(Continued from Chapter 4, Rusty; to start book, scroll to “Chapters” in left side bar.) Veronica has always napped. In college, she indulged in a little snooze between classes most afternoons, especially when the winter temperatures in Boston slipped below twenty and the mere thought of venturing outside numbed her toes. While working in Manhattan, she looked forward to a two-hour nap on Sundays—her trick for stocking up on energy for the week ahead. A special treat as scrumptious as a slice of chocolate cake, the promise of a couple of hours cocooned in bed while the rest of the world muddled along helped her through countless drowsy lectures and meetings. Everybody has their vices. At least this one’s harmless, and much healthier than drinking tons of coffee or taking drugs.

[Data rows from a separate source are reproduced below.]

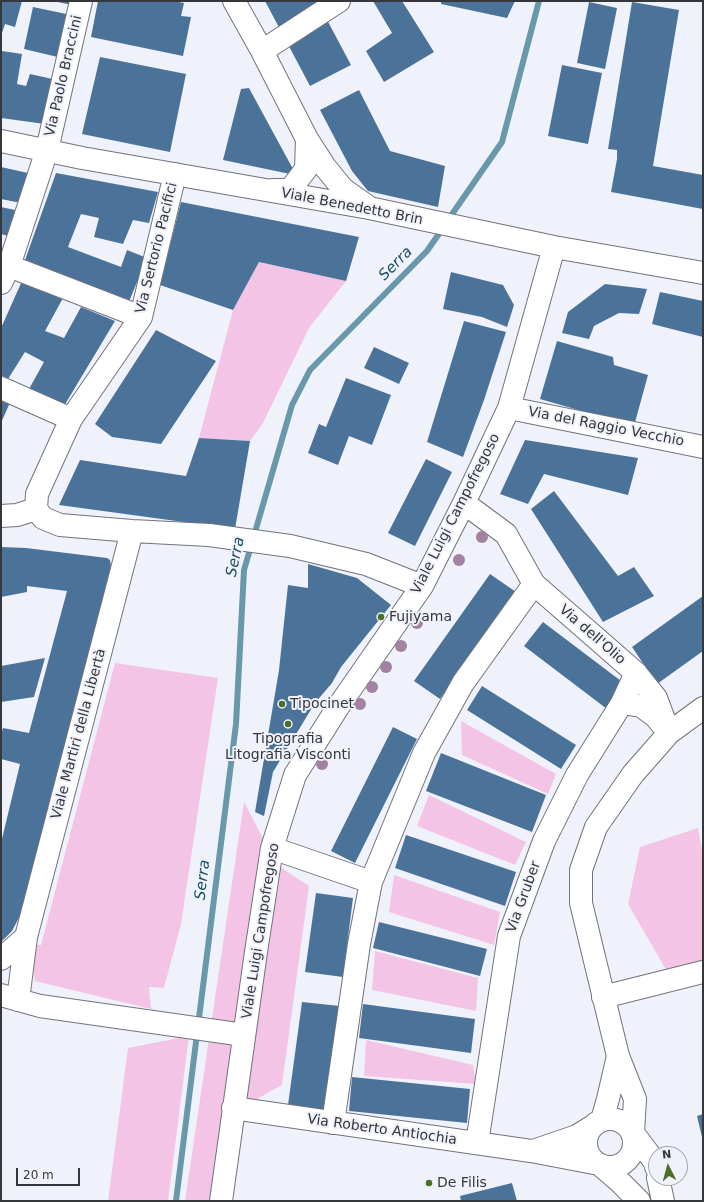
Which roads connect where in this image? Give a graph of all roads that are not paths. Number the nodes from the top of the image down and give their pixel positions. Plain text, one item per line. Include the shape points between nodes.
1 (81, 1) edge
2 (234, 1) edge
3 (339, 1) edge
4 (262, 51) junction
5 (307, 139) junction
6 (1, 141) edge
7 (47, 150) junction
8 (175, 174) junction
9 (266, 191) junction
10 (369, 208) junction
11 (554, 247) junction
12 (703, 272) edge
13 (5, 275) edge
14 (141, 316) junction
15 (1, 388) edge
16 (509, 408) junction
17 (71, 420) junction
18 (703, 447) edge
19 (464, 503) junction
20 (36, 509) junction
21 (1, 516) edge
22 (132, 531) junction
23 (534, 584) junction
24 (422, 586) junction
25 (636, 673) junction
26 (622, 703) junction
27 (703, 708) edge
28 (669, 733) junction
29 (272, 848) junction
30 (371, 882) junction
31 (26, 937) junction
32 (1, 959) edge
33 (703, 972) edge
34 (603, 997) junction
35 (10, 998) edge
36 (244, 1034) junction
37 (618, 1056) junction
38 (234, 1108) junction
39 (333, 1123) junction
40 (597, 1123) junction
41 (633, 1133) junction
42 (477, 1143) junction
43 (532, 1151) junction
44 (648, 1153) edge
45 (599, 1164) junction
46 (660, 1186) edge
47 (221, 1201) edge
48 (639, 1201) edge
49 (663, 1201) edge

1 - 7 street, Via Paolo Braccini
2 - 4 street
3 - 4 street
4 - 5 street
5 - 9 street via 306,169 290,190
5 - 10 street via 343,189
6 - 7 street, Viale Benedetto Brin
7 - 8 street, Viale Benedetto Brin
7 - 13 street, Via Paolo Braccini
8 - 9 street, Viale Benedetto Brin
8 - 14 street, Via Sertorio Pacifici
9 - 10 street, Viale Benedetto Brin
10 - 11 street, Viale Benedetto Brin
11 - 12 street, Viale Benedetto Brin
11 - 16 street, Viale Luigi Campofregoso
13 - 14 street
14 - 17 street, Via Sertorio Pacifici
15 - 17 street
16 - 18 street, Via del Raggio Vecchio
16 - 19 street, Viale Luigi Campofregoso
17 - 20 street, Via Sertorio Pacifici via 37,494
19 - 23 street, Via dell'Olio via 506,534
19 - 24 street, Viale Luigi Campofregoso
20 - 21 street via 17,515
20 - 22 street via 43,518 60,525
22 - 24 street via 209,535 290,546 366,564
22 - 31 street, Viale Martiri della Libertà
23 - 25 street, Via dell'Olio
23 - 30 street via 462,682 427,746
24 - 29 street, Viale Luigi Campofregoso via 338,707 295,775
25 - 26 street, Via Gruber
25 - 28 street, Via dell'Olio via 656,698
26 - 28 street via 641,706
26 - 42 street, Via Gruber via 577,775 544,841 509,936
27 - 28 street, Via Roberto Antiochia
28 - 34 street, Via Roberto Antiochia via 633,774 596,827 580,870 581,903
29 - 30 street
29 - 36 street, Viale Luigi Campofregoso
30 - 39 street via 359,944
31 - 32 street
31 - 35 street, Viale Martiri della Libertà
33 - 34 street
34 - 37 street, Via Roberto Antiochia
35 - 36 street, Viale Martiri della Libertà via 40,1006
36 - 38 street, Viale Luigi Campofregoso
37 - 40 street, Via Roberto Antiochia via 608,1099
37 - 41 street, Via Roberto Antiochia via 635,1099
38 - 39 street, Via Roberto Antiochia
38 - 47 street, Viale Luigi Campofregoso
39 - 42 street, Via Roberto Antiochia
40 - 41 street via 610,1118 624,1122
40 - 43 street, Via Roberto Antiochia via 577,1136
40 - 45 street, Via Roberto Antiochia via 588,1132 586,1147 593,1160
41 - 44 street
41 - 45 street, Via Roberto Antiochia via 634,1148 627,1161 613,1167
42 - 43 street, Via Roberto Antiochia
43 - 45 street, Via Roberto Antiochia
45 - 48 street, Via Roberto Antiochia
46 - 49 street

During her pregnancy, napping evolved from a treat to an insurmountable need. From the day she began feeling queasy and sensing the powerful presence of life in her womb, exhaustion overcame her, so deep and so pervasive that even the simplest tasks—brushing her teeth, darting from the sofa to the toilet to throw up—seemed as onerous as swimming against a strong ocean current with a weight belt on. As if the new life inside her needed to drink every ounce of her strength in order to thrive, and she had no choice but to let it. All she could do was sit on the sofa, forget about painting, forget about housework, shut her eyes and, inevitably, doze off. Didier would come home after work to find her slumped into the couch, blinking as she drifted in and out of cat naps so intense that she drooled.
“I just can’t help it,” she’d murmur when she saw him, wiping the corner of her mouth with the back of her hand.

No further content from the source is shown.